## Assigned task
Using the data below, return every line that holds the word "position".

## Dataset extract
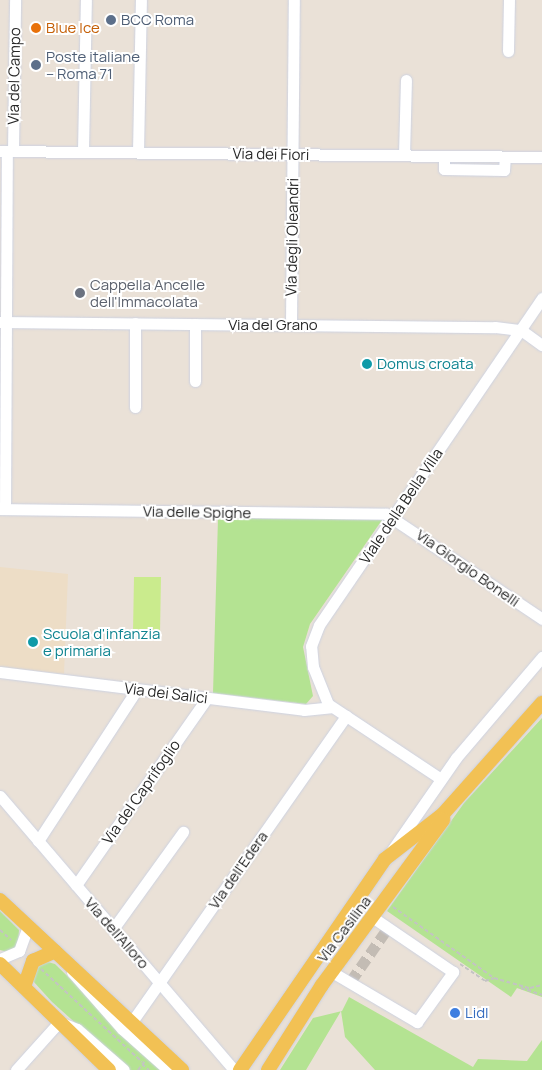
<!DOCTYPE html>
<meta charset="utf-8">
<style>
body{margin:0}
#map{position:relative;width:542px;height:1070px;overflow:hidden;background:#eae1d7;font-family:Manrope,sans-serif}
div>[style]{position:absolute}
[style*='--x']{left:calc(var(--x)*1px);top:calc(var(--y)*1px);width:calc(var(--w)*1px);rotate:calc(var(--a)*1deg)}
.education>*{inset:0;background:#edddc6}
.green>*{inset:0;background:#b4e392}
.pitch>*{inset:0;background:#caeb8d}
.minor-tunnel>*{height:11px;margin-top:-5.5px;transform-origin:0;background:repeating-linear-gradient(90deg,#c3bcb4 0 11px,transparent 0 16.5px)}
.path>*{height:2px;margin-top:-1px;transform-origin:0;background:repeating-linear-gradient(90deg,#c3c3c3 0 4px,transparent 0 6.5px)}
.roads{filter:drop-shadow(0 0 1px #cdd2e1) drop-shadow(0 0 1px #cdd2e1)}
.minor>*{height:11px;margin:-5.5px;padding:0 5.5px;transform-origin:5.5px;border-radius:5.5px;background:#fff}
.major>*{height:14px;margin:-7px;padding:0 7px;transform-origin:7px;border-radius:7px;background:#f2c154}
.dots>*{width:14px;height:14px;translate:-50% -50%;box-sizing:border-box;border:2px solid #fff;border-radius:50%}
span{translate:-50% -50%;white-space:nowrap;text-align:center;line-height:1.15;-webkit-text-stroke:4px #fff;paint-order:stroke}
.service-label{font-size:15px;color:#4e5e75}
.left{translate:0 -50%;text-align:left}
.food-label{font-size:15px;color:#c56008}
.street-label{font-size:15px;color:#272727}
.worship-label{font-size:15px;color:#5b616d}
.culture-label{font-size:15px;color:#0d838f}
.shop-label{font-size:15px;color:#366cbe}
</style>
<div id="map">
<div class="education">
<div style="clip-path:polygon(0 567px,68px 574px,64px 674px,0 667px)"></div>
</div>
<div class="green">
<div style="clip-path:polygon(218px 518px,382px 520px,310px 624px,303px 647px,313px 696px,306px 704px,213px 693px)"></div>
<div style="clip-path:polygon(542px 718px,542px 997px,517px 988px,511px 997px,387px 911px,464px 803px)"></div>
<div style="clip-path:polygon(0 911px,19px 930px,18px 947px,8px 952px,0 950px)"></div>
<div style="clip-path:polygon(48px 962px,55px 964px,163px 1070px,128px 1070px,52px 1002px,33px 981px,35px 967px)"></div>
<div style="clip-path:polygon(349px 997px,473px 1067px,478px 1059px,527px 1061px,542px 1040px,542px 1070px,375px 1070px,345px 1037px,341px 1011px,306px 1070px,280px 1070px,313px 1018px,342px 1011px)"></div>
</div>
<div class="pitch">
<div style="clip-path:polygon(134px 577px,161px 577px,160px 633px,133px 632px)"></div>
</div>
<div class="minor-tunnel">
<div style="--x:351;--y:981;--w:65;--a:-55.1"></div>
</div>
<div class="path">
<div style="--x:393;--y:907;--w:123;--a:35.1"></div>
<div style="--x:494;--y:978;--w:37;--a:16"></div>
<div style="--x:530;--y:988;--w:12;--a:-14"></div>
<div style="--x:0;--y:930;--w:15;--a:42"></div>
<div style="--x:460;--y:964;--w:30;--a:34"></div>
<div style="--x:485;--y:981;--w:9;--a:-18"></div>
<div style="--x:41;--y:969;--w:137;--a:42.6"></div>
<div style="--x:521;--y:988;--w:22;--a:18"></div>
<div style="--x:142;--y:1064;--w:9;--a:41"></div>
<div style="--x:138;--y:1070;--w:11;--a:-52"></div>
</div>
<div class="roads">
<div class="minor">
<div style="--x:508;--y:51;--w:51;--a:-88.9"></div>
<div style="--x:0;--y:151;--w:542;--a:0.63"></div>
<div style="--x:13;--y:151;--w:151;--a:-89.2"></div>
<div style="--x:83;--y:151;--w:151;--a:-88.9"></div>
<div style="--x:138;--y:152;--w:152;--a:-88.9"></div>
<div style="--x:404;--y:155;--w:75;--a:-88.5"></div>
<div style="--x:444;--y:156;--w:13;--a:90"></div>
<div style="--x:444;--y:169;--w:60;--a:1"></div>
<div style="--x:504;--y:170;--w:13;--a:-86"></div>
<div style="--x:0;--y:322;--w:495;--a:0.6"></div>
<div style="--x:495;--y:327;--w:26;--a:7"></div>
<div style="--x:521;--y:330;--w:26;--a:36"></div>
<div style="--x:291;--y:325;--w:325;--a:-89.5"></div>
<div style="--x:195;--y:381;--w:57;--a:-90"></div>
<div style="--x:135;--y:407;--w:84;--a:-90"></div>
<div style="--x:0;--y:509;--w:386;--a:0.7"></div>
<div style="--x:386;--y:514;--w:188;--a:33.9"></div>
<div style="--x:5;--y:509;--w:358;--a:-89.7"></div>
<div style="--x:0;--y:672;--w:306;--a:7.1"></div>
<div style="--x:304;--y:710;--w:27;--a:-6"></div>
<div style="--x:441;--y:779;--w:136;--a:-146.4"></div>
<div style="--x:328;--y:704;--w:40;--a:-112"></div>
<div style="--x:313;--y:667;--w:21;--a:-95"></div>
<div style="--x:311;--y:646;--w:22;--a:-69"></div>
<div style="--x:319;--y:625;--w:396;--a:-55.7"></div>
<div style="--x:0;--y:796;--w:360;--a:49.5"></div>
<div style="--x:38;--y:841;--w:181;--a:-56.9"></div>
<div style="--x:390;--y:853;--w:116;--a:-55.2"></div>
<div style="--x:456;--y:758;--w:133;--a:-49.6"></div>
<div style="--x:76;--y:885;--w:228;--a:-55"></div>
<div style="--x:113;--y:929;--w:120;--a:-54.2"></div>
<div style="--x:0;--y:959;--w:21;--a:-23"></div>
<div style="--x:19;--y:951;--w:27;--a:-70"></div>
<div style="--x:72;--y:972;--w:76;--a:48.7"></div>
<div style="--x:122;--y:1029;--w:62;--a:41.7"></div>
<div style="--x:332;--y:972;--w:99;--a:30.5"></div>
<div style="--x:417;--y:1022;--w:62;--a:-54.2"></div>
<div style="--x:453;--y:972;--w:98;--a:-145.8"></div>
<div style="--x:131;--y:1023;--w:375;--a:-55"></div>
<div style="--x:16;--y:1070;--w:64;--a:-48.1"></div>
<div style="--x:59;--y:1022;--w:19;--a:21"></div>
<div style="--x:77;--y:1029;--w:62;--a:41.1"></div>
</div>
<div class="major">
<div style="--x:0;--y:900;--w:249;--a:43"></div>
<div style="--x:0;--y:964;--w:152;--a:44.2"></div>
<div style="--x:24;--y:987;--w:28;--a:-71"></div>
<div style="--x:33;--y:961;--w:24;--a:-24"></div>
<div style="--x:240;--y:1070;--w:256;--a:-55.5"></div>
<div style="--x:385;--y:859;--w:73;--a:-37.8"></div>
<div style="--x:443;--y:814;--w:149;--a:-48.3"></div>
<div style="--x:268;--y:1070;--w:101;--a:-57.6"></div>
<div style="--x:322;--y:985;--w:205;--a:-53.7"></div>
</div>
</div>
<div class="dots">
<div style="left:111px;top:20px;background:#5c6f8a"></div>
<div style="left:36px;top:28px;background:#e8710a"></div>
<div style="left:36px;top:65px;background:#5c6f8a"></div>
<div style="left:80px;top:293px;background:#6b7280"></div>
<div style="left:367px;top:364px;background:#0f9aa8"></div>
<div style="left:33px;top:642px;background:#0f9aa8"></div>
<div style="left:455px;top:1013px;background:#3f7fe0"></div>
</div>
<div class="service-label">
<span class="left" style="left:121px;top:20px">BCC Roma</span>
<span class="left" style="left:46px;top:65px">Poste italiane<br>– Roma 71</span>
</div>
<div class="food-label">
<span class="left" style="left:46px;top:28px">Blue Ice</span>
</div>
<div class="street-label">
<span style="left:14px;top:76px;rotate:-89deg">Via del Campo</span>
<span style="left:271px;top:154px;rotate:1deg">Via dei Fiori</span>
<span style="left:292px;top:237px;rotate:-89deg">Via degli Oleandri</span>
<span style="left:273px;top:325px">Via del Grano</span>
<span style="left:401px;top:506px;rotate:-56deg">Viale della Bella Villa</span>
<span style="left:197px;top:512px;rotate:1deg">Via delle Spighe</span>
<span style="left:468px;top:568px;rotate:35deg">Via Giorgio Bonelli</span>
<span style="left:166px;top:693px;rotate:7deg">Via dei Salici</span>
<span style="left:141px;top:792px;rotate:-55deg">Via del Caprifoglio</span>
<span style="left:238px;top:870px;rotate:-55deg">Via dell'Edera</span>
<span style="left:344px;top:929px;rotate:-53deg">Via Casilina</span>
<span style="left:117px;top:933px;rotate:49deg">Via dell'Alloro</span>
</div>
<div class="worship-label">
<span class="left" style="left:90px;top:293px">Cappella Ancelle<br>dell'Immacolata</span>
</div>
<div class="culture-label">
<span class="left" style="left:377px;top:364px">Domus croata</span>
<span class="left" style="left:43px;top:642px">Scuola d'infanzia<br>e primaria</span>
</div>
<div class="shop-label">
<span class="left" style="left:465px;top:1013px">Lidl</span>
</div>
</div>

## Written reply
#map{position:relative;width:542px;height:1070px;overflow:hidden;background:#eae1d7;font-family:Manrope,sans-serif}
div>[style]{position:absolute}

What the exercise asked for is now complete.